## [Aim of the task]
Nothing but the lines from the one containing "pinky pip: (200, 221)" through the one containing "middle dip: (565, 413)", both included, should be given again, each exactly as written below.

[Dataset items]
»»

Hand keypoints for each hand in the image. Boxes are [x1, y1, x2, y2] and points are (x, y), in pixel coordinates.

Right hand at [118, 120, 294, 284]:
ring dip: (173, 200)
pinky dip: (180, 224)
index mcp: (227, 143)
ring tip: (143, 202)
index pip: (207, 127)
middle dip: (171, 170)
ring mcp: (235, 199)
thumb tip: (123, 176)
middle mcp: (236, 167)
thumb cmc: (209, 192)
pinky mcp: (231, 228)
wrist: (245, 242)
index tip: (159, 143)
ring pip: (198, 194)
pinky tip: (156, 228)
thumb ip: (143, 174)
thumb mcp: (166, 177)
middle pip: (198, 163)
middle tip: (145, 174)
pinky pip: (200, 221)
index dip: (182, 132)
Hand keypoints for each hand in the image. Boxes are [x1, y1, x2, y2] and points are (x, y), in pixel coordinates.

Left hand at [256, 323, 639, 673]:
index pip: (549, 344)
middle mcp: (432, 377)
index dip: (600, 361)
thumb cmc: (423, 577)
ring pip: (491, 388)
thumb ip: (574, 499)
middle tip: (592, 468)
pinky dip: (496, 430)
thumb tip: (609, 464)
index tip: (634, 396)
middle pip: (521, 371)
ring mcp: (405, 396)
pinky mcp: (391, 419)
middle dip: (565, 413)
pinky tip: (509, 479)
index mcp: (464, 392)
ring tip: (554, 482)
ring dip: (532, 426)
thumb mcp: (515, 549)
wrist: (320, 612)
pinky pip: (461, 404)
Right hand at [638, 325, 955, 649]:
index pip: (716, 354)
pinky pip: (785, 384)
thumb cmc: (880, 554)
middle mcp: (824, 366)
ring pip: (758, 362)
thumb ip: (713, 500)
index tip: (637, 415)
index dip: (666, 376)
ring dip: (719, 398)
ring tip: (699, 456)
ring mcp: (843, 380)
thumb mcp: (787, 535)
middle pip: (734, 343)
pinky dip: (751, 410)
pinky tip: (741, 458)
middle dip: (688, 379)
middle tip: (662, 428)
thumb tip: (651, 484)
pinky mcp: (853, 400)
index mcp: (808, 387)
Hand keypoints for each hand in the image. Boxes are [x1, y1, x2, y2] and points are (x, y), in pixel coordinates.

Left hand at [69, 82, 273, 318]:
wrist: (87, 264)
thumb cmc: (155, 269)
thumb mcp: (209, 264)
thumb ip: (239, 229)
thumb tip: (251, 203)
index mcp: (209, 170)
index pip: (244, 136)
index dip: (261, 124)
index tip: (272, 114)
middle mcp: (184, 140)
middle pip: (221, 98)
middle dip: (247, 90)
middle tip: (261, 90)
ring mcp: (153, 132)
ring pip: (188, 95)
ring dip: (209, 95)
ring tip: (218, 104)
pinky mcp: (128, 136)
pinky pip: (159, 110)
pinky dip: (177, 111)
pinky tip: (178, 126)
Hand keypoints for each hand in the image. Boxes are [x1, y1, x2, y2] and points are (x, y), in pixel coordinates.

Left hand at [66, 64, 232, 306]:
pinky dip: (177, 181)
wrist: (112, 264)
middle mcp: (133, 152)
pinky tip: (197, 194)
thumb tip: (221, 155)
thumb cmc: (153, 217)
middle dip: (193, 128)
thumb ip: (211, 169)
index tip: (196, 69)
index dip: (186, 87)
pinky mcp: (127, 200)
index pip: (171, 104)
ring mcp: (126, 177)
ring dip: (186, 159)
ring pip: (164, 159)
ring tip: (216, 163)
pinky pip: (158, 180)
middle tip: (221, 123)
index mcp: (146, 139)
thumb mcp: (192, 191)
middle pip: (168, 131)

««
»»

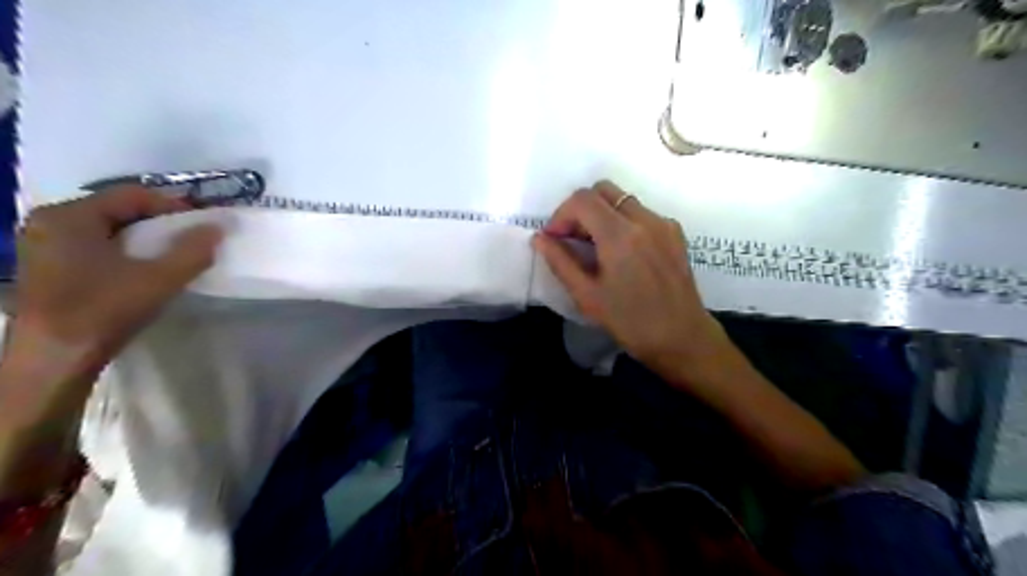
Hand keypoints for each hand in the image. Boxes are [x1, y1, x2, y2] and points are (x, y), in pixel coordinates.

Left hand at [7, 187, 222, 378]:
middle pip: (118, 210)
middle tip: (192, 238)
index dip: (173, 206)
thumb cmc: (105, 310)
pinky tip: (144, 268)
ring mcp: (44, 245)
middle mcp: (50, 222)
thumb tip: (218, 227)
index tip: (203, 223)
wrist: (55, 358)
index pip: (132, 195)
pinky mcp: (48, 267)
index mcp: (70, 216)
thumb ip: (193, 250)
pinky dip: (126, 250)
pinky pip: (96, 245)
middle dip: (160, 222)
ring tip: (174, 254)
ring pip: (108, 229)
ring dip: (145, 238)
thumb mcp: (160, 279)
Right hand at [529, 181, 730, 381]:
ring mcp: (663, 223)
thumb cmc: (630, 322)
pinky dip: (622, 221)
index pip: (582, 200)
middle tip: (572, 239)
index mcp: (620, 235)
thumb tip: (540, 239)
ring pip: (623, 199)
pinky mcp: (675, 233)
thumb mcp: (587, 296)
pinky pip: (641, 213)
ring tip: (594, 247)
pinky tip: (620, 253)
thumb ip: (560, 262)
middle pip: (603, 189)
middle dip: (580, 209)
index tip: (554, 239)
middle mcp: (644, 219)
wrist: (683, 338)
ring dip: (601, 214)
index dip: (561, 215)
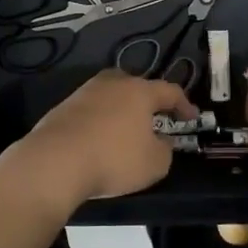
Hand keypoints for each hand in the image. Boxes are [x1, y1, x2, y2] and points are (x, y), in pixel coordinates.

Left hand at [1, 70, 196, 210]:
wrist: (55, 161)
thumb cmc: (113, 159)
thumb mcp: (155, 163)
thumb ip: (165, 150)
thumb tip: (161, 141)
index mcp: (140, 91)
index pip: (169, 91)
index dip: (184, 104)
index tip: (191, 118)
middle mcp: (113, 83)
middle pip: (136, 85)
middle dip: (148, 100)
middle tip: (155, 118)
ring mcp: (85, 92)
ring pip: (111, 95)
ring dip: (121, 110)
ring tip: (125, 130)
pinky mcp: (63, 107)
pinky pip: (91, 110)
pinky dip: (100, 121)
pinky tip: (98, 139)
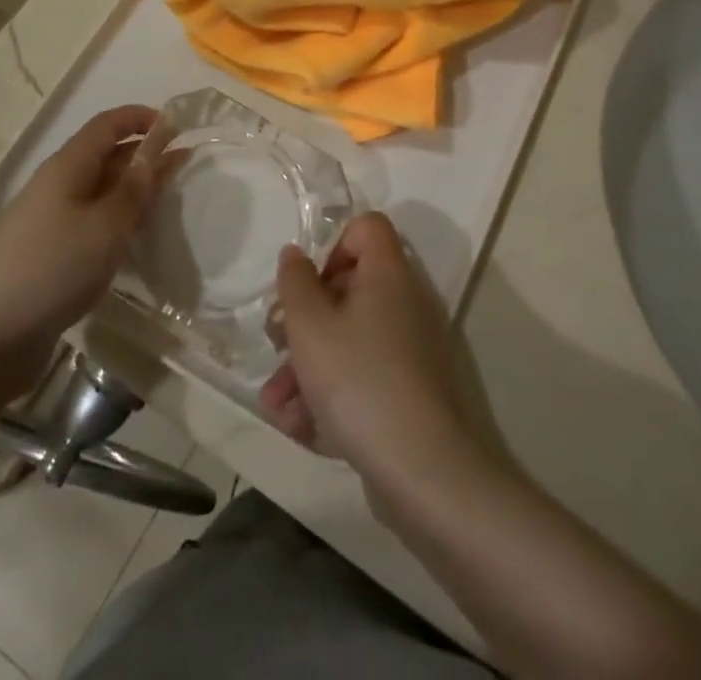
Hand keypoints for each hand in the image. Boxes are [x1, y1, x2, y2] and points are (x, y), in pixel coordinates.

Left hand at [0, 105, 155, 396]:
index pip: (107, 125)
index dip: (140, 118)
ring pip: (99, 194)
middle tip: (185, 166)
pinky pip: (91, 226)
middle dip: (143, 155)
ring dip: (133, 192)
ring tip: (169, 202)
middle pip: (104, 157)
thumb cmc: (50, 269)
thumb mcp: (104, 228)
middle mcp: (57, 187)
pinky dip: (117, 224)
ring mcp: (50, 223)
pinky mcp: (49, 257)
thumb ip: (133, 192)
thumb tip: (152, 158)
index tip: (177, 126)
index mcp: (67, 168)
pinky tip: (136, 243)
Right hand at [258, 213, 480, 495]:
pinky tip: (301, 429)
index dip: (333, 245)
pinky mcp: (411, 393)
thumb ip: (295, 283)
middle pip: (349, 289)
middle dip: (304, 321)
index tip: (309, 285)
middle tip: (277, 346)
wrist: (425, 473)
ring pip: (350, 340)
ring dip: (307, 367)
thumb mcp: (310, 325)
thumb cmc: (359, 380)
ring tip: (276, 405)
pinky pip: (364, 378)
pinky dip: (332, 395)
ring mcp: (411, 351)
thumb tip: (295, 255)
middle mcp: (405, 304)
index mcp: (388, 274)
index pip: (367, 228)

««

## [Completed task]
pinky pip: (200, 221)
index dip: (182, 132)
Hand keypoints for each hand in the image. Boxes are [x1, y1, x2, y2] and points are (x, y), in pixel coordinates.

Left hand at [256, 323, 639, 673]:
index pip: (549, 344)
middle mcp: (432, 377)
index dip: (600, 361)
thumb cmc: (423, 577)
ring pip: (491, 388)
thumb ip: (574, 499)
middle tip: (592, 468)
pinky dip: (496, 430)
thumb tip: (609, 464)
index tip: (634, 396)
middle pip: (521, 371)
ring mcp: (405, 396)
pinky mcp: (391, 419)
middle dip: (565, 413)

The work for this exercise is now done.